### DATA FOR ANALYSIS ###

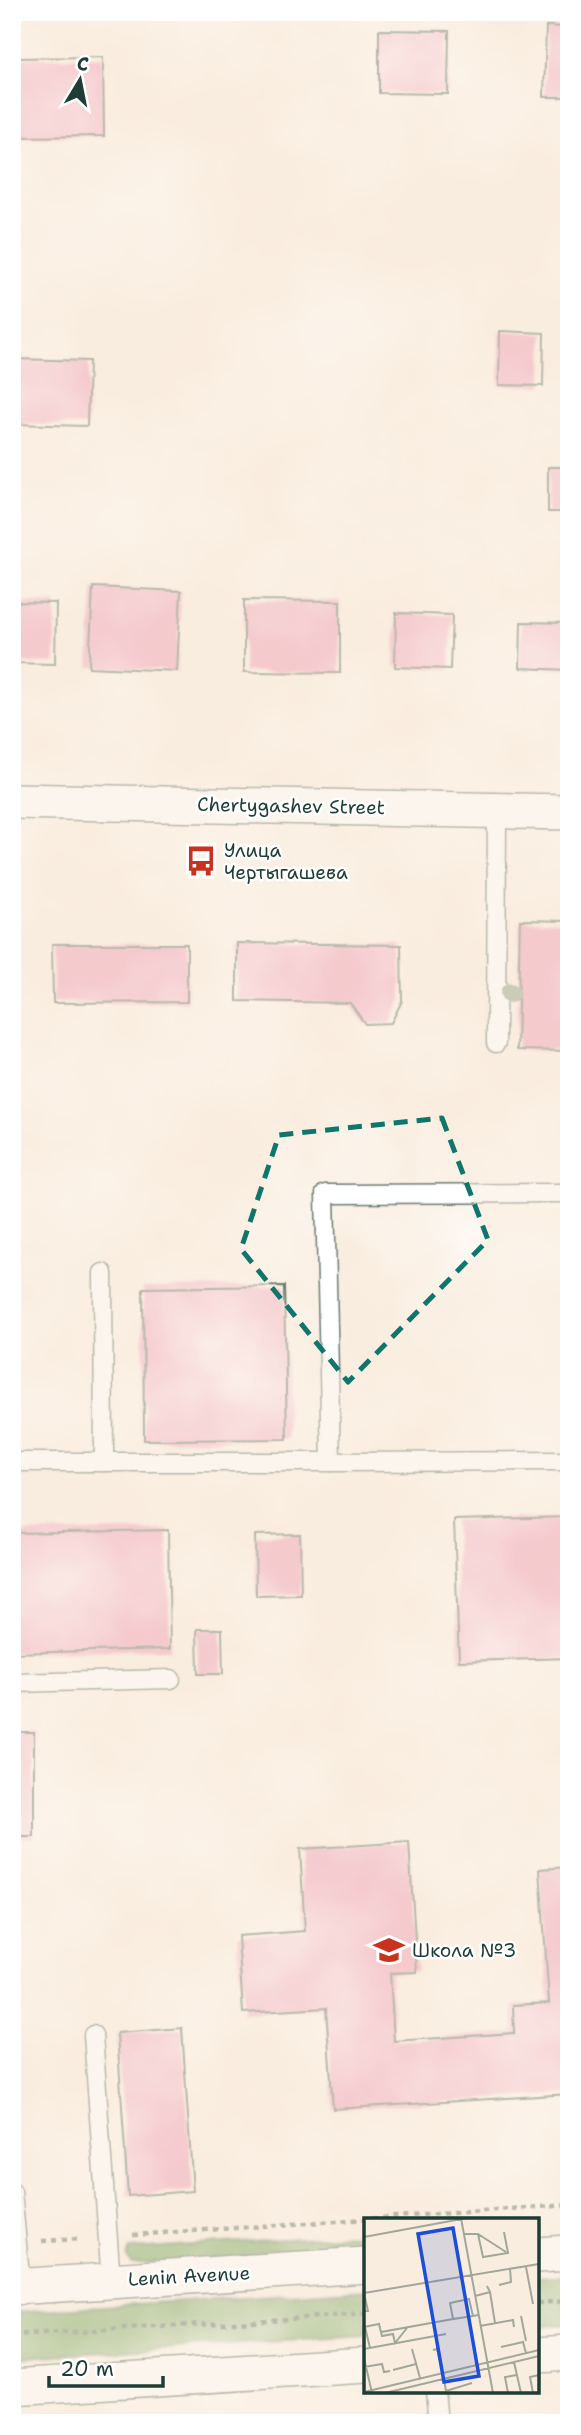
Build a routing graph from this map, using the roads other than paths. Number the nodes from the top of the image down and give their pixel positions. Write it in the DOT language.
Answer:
graph roads {
  1 [pos="12,801"];
  2 [pos="497,810"];
  3 [pos="569,812"];
  4 [pos="496,1043"];
  5 [pos="569,1193"];
  6 [pos="103,1273"];
  7 [pos="569,1461"];
  8 [pos="12,1462"];
  9 [pos="104,1462"];
  10 [pos="331,1462"];
  11 [pos="171,1679"];
  12 [pos="12,1683"];
  13 [pos="93,2035"];
  14 [pos="12,2192"];
  15 [pos="569,2253"];
  16 [pos="539,2255"];
  17 [pos="364,2265"];
  18 [pos="111,2281"];
  19 [pos="16,2287"];
  20 [pos="569,2353"];
  21 [pos="539,2355"];
  22 [pos="364,2365"];
  23 [pos="12,2388"];
  24 [pos="435,2393"];
  25 [pos="438,2423"];
  1 -- 2 [label="street, Chertygashev Street"];
  2 -- 3 [label="street, Chertygashev Street"];
  2 -- 4 [label="lane"];
  5 -- 10 [label="lane"];
  6 -- 9 [label="lane"];
  7 -- 10 [label="lane"];
  8 -- 9 [label="lane"];
  9 -- 10 [label="lane"];
  11 -- 12 [label="lane"];
  13 -- 18 [label="lane"];
  14 -- 19 [label="lane"];
  15 -- 16 [label="street"];
  17 -- 18 [label="street, Lenin Avenue"];
  18 -- 19 [label="street, Lenin Avenue"];
  20 -- 21 [label="street"];
  22 -- 23 [label="street"];
  24 -- 25 [label="lane"];
}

###

# TASK OBJECTIVE
Everything in the listing except the pictures must come back exactly as written.

# WRITTEN SOLUTION
Build a routing graph from this map, using the roads other than paths. Number the nodes from the top of the image down and give their pixel positions. Write it in the DOT language.
Answer:
graph roads {
  1 [pos="12,801"];
  2 [pos="497,810"];
  3 [pos="569,812"];
  4 [pos="496,1043"];
  5 [pos="569,1193"];
  6 [pos="103,1273"];
  7 [pos="569,1461"];
  8 [pos="12,1462"];
  9 [pos="104,1462"];
  10 [pos="331,1462"];
  11 [pos="171,1679"];
  12 [pos="12,1683"];
  13 [pos="93,2035"];
  14 [pos="12,2192"];
  15 [pos="569,2253"];
  16 [pos="539,2255"];
  17 [pos="364,2265"];
  18 [pos="111,2281"];
  19 [pos="16,2287"];
  20 [pos="569,2353"];
  21 [pos="539,2355"];
  22 [pos="364,2365"];
  23 [pos="12,2388"];
  24 [pos="435,2393"];
  25 [pos="438,2423"];
  1 -- 2 [label="street, Chertygashev Street"];
  2 -- 3 [label="street, Chertygashev Street"];
  2 -- 4 [label="lane"];
  5 -- 10 [label="lane"];
  6 -- 9 [label="lane"];
  7 -- 10 [label="lane"];
  8 -- 9 [label="lane"];
  9 -- 10 [label="lane"];
  11 -- 12 [label="lane"];
  13 -- 18 [label="lane"];
  14 -- 19 [label="lane"];
  15 -- 16 [label="street"];
  17 -- 18 [label="street, Lenin Avenue"];
  18 -- 19 [label="street, Lenin Avenue"];
  20 -- 21 [label="street"];
  22 -- 23 [label="street"];
  24 -- 25 [label="lane"];
}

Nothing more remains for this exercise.